According to a report seen by Reuters, the IMF is expected to warn Nigeria its economy needs urgent reform, and the current roadmap is unlikely to drag the country out of recession unless urgent reform such as a change in exchange rate policy is implemented. This could delay talks concerning $1.4 billion in international loans from the World Bank and the African Development Bank.
Additional challenges faced by Nigeria’s government
Macroeconomic imbalances and flat economic growth are far from the only challenges faced by the Buhari administration. Even if the stabilizing presence of Yemi Obinsajo, the liberal Vice President who ran the country during the President’s illness, has appeased tensions in the Delta region – where militants, notable the Niger Delta Avengers, disrupted oil production in 2016 – his leadership on economic issues cannot be taken for granted.
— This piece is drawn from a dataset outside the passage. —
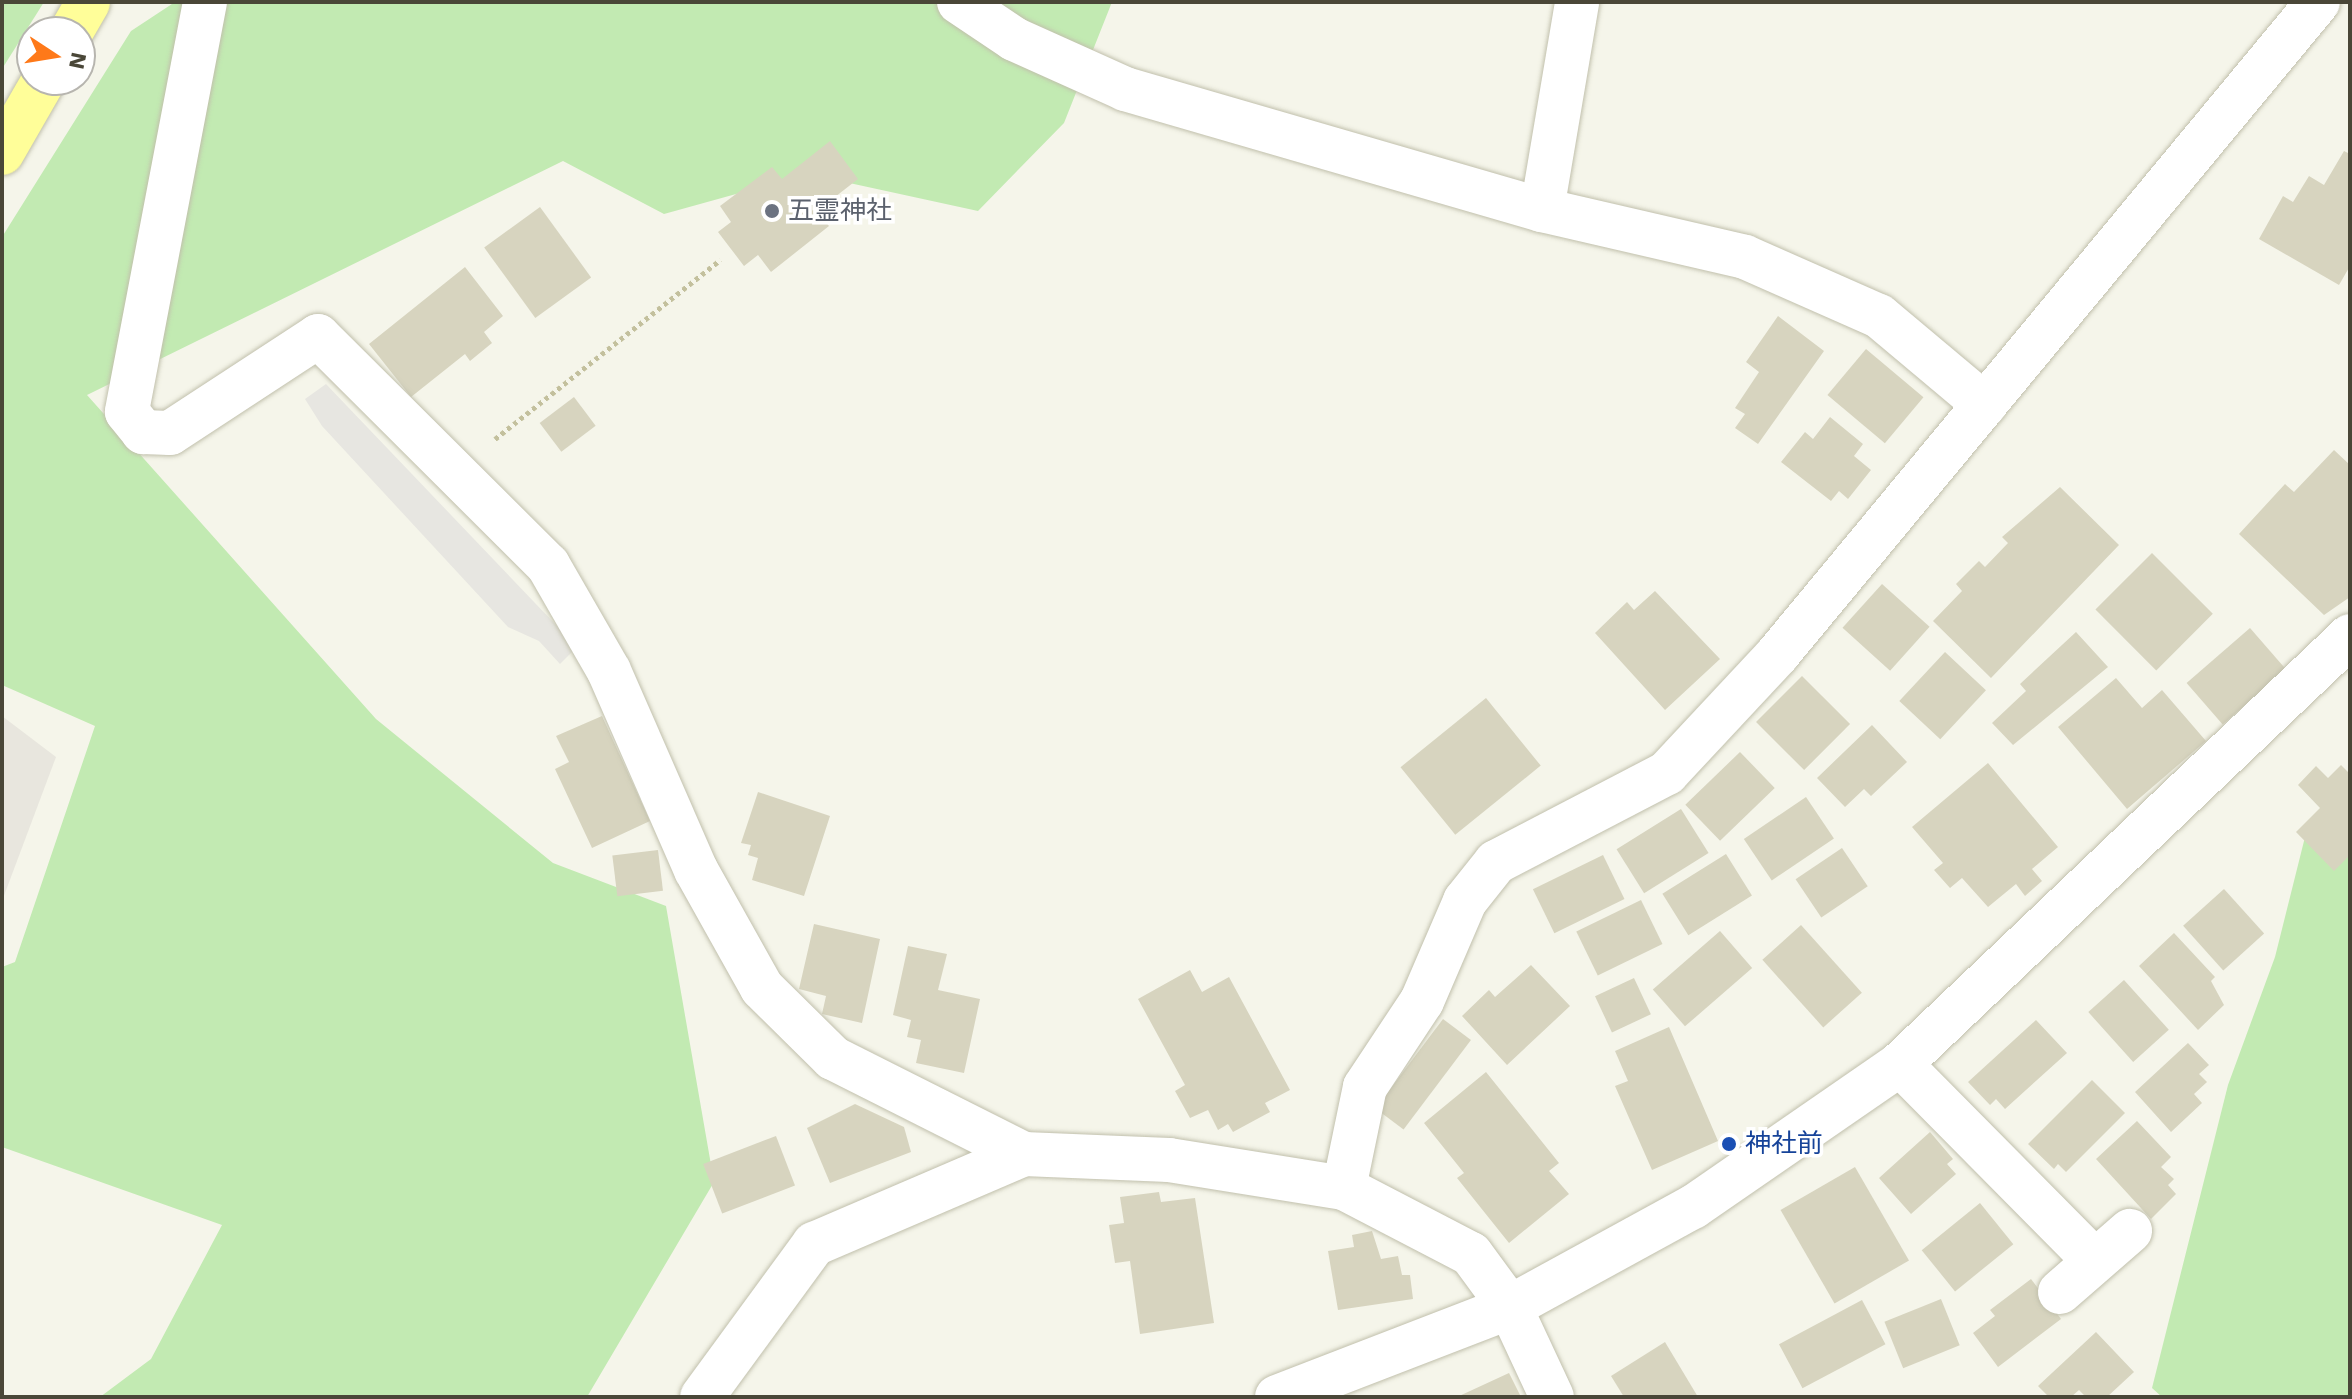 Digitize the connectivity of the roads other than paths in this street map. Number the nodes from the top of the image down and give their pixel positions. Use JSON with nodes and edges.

In a rather extreme analysis, Stratfor forecast that if President Buhari was to leave office abruptly, the administration’s gains in the fight against Boko Haram could be reversed as Muslim northerners would lose the leadership race to Yemi Obinsajo, a Christian southerner. The Constitution provides that the vice president shall replace President Buhari as head of state if he were to leave office. Without going as far as suggesting that only a northerner could contain extremism in Borno State, President Buhari’s illness unsettles the country and could lead to the disruption of Nigeria’s religious and regional balance of power.
The grim economic and security outlook in Nigeria, coupled with the President’s mystery illness, generate a high degree of uncertainty that would be further heightened by the delay of international loans expected to support the Economic Recovery and Growth Plan. This could be the final blow to the country’s recovery efforts and investor confidence.